= About this exercise =
Would you retype the whole listing exactly, leaving its pictures out?

━━━━━ Supplied records

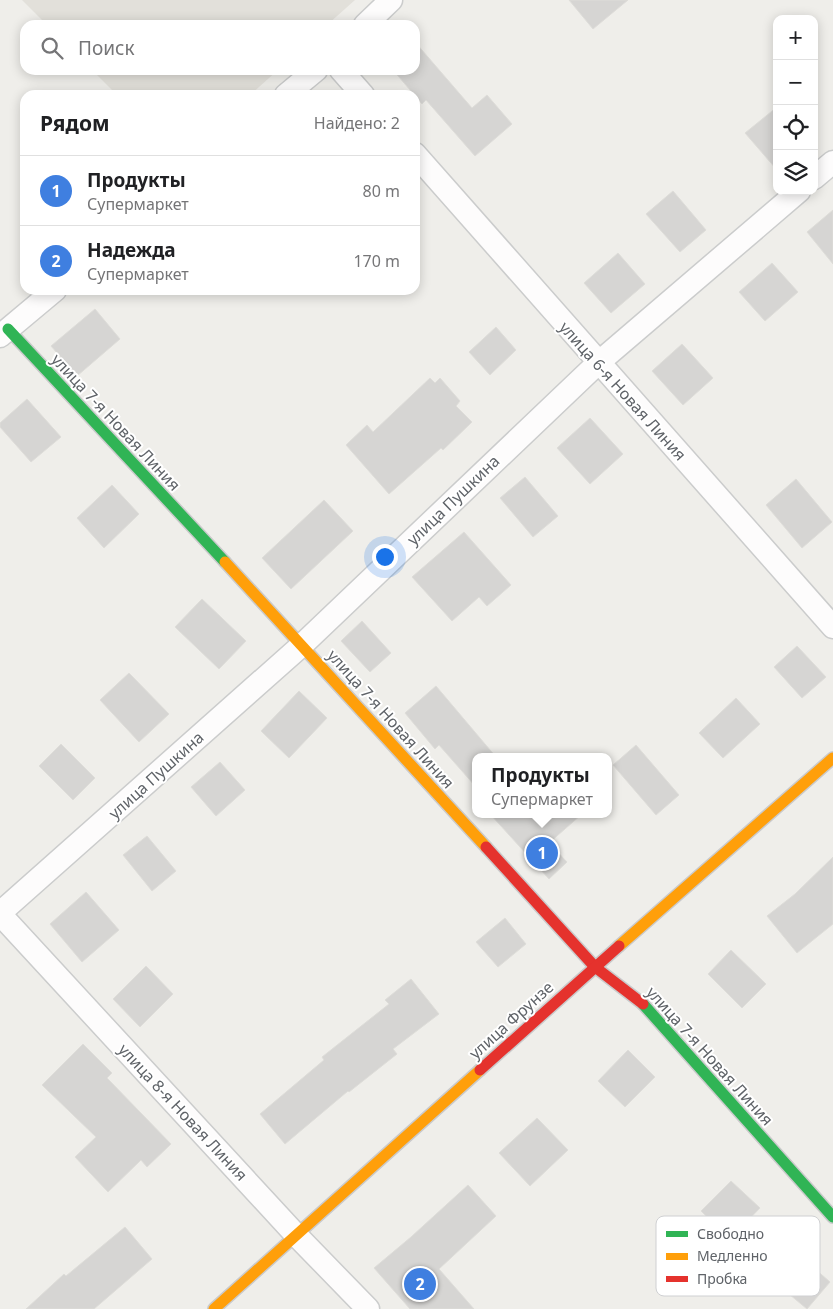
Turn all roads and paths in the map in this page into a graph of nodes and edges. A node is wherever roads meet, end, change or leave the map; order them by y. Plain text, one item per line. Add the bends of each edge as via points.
1 (391, 0) edge
2 (370, 20) edge
3 (310, 75) edge
4 (345, 75) edge
5 (292, 90) edge
6 (359, 90) edge
7 (420, 160) edge
8 (833, 162) edge
9 (818, 175) edge
10 (793, 195) edge
11 (48, 295) edge
12 (4, 333) edge
13 (598, 363) junction
14 (833, 627) edge
15 (302, 644) junction
16 (833, 758) edge
17 (0, 914) edge
18 (595, 966) junction
19 (833, 1217) edge
20 (297, 1236) junction
21 (214, 1309) edge
22 (368, 1309) edge

1 - 2 street
3 - 5 street
4 - 6 street
7 - 13 street, улица 6-я Новая Линия
8 - 9 street
10 - 13 street, улица Пушкина
11 - 12 street
12 - 15 street, улица 7-я Новая Линия
13 - 14 street, улица 6-я Новая Линия
13 - 15 street, улица Пушкина
15 - 17 street, улица Пушкина
15 - 18 street, улица 7-я Новая Линия
16 - 18 street, улица Фрунзе
17 - 20 street, улица 8-я Новая Линия
18 - 19 street, улица 7-я Новая Линия via 638,998
18 - 20 street, улица Фрунзе
20 - 21 street, улица Фрунзе
20 - 22 street, улица 8-я Новая Линия

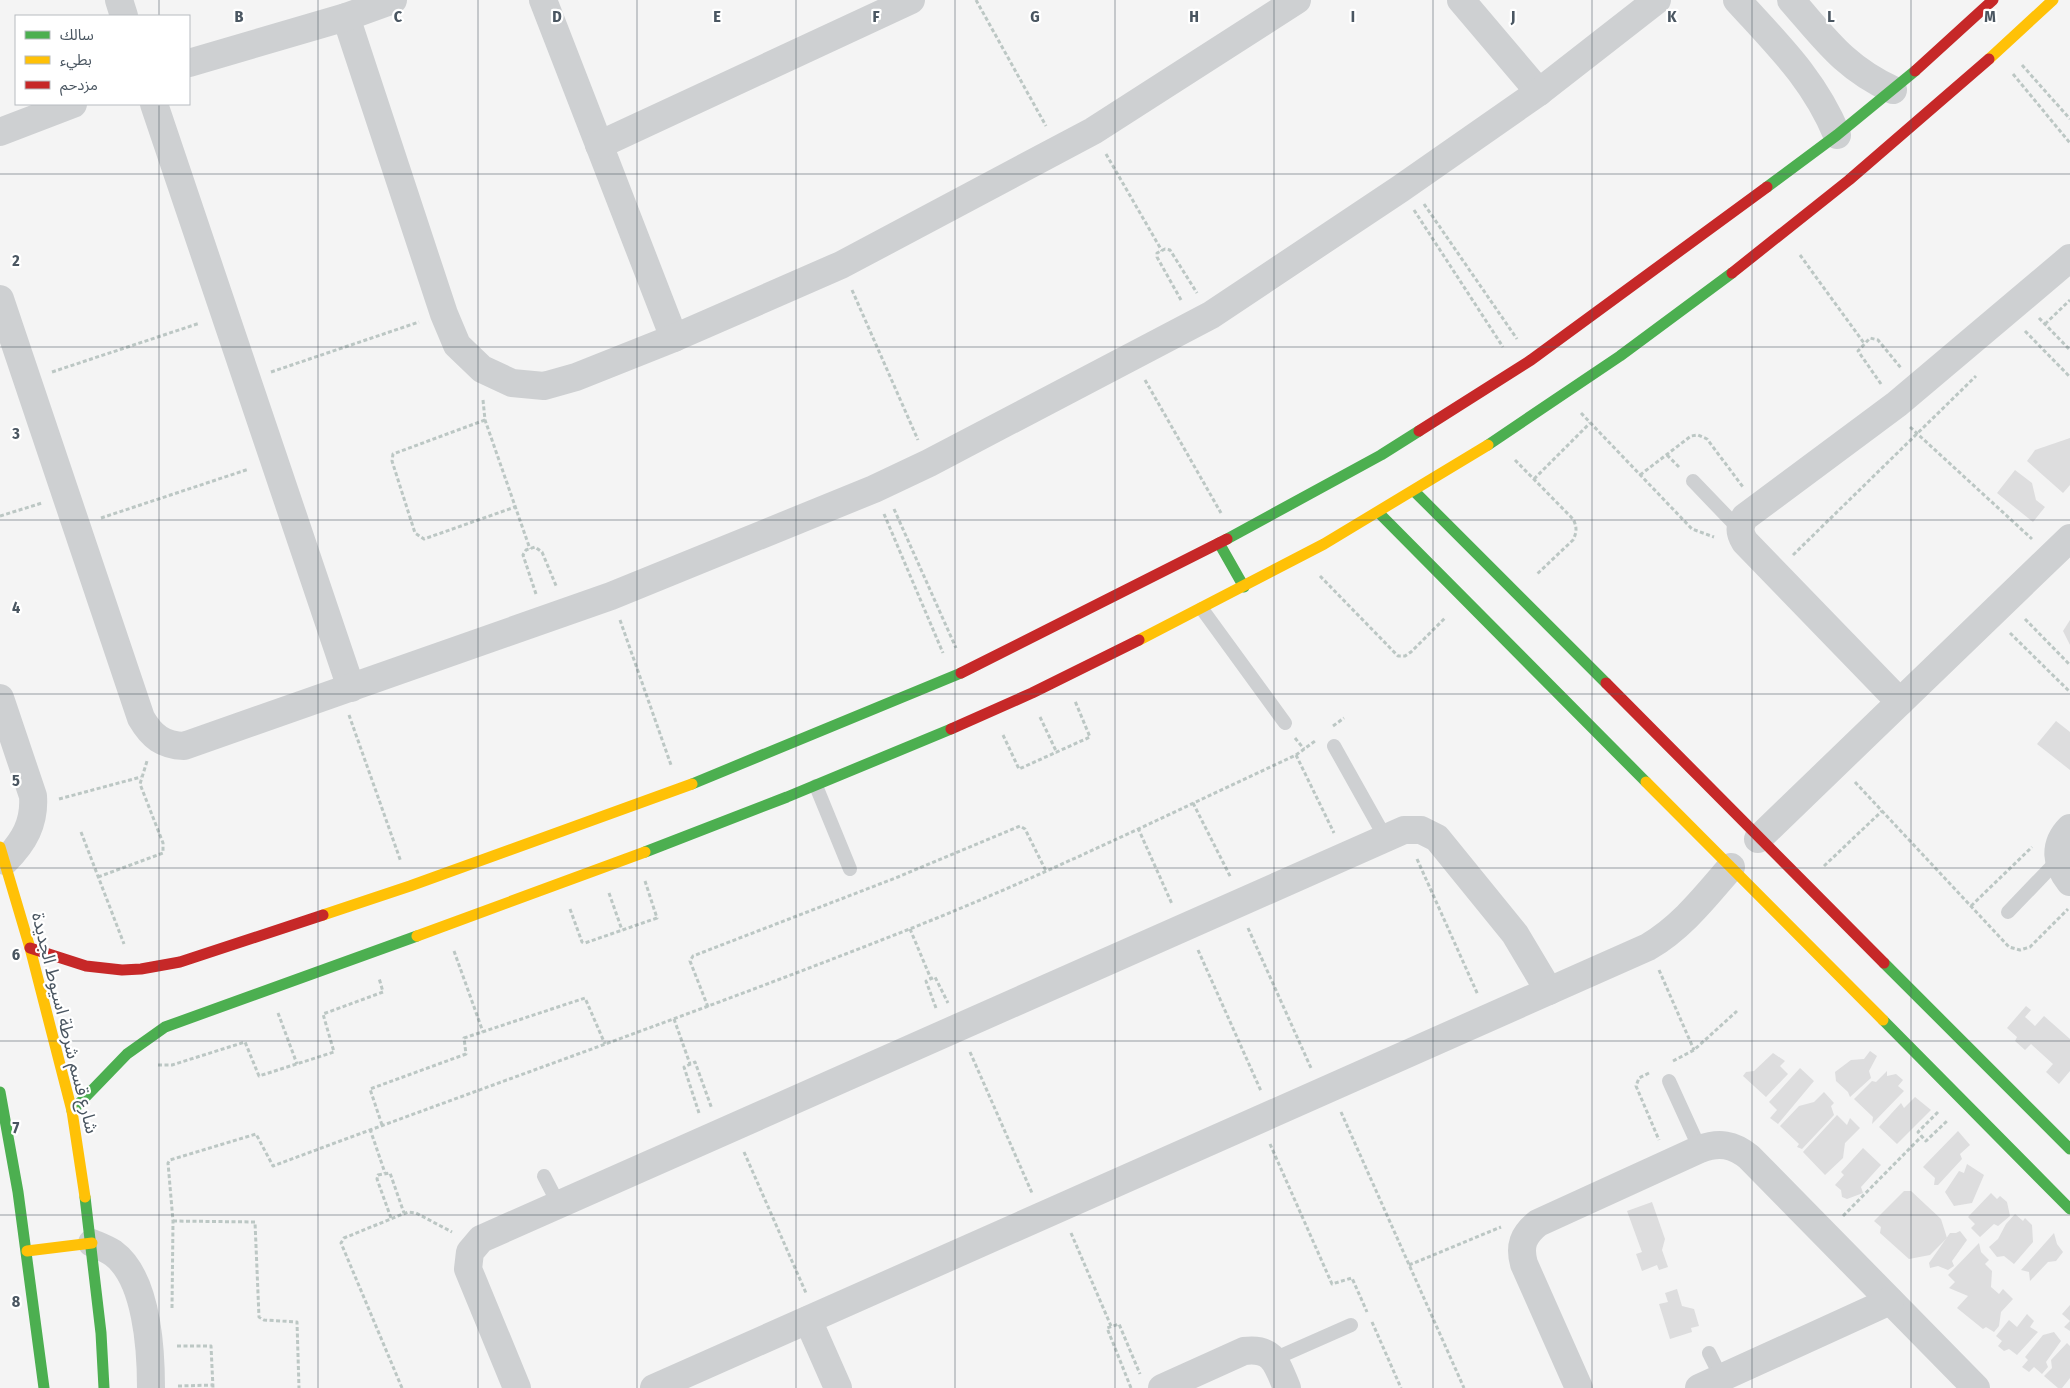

━━━━━━━━━━

= Response below =
Turn all roads and paths in the map in this page into a graph of nodes and edges. A node is wherever roads meet, end, change or leave the map; order them by y. Plain text, one item per line. Add the bends of each edge as via points.
1 (391, 0) edge
2 (370, 20) edge
3 (310, 75) edge
4 (345, 75) edge
5 (292, 90) edge
6 (359, 90) edge
7 (420, 160) edge
8 (833, 162) edge
9 (818, 175) edge
10 (793, 195) edge
11 (48, 295) edge
12 (4, 333) edge
13 (598, 363) junction
14 (833, 627) edge
15 (302, 644) junction
16 (833, 758) edge
17 (0, 914) edge
18 (595, 966) junction
19 (833, 1217) edge
20 (297, 1236) junction
21 (214, 1309) edge
22 (368, 1309) edge

1 - 2 street
3 - 5 street
4 - 6 street
7 - 13 street, улица 6-я Новая Линия
8 - 9 street
10 - 13 street, улица Пушкина
11 - 12 street
12 - 15 street, улица 7-я Новая Линия
13 - 14 street, улица 6-я Новая Линия
13 - 15 street, улица Пушкина
15 - 17 street, улица Пушкина
15 - 18 street, улица 7-я Новая Линия
16 - 18 street, улица Фрунзе
17 - 20 street, улица 8-я Новая Линия
18 - 19 street, улица 7-я Новая Линия via 638,998
18 - 20 street, улица Фрунзе
20 - 21 street, улица Фрунзе
20 - 22 street, улица 8-я Новая Линия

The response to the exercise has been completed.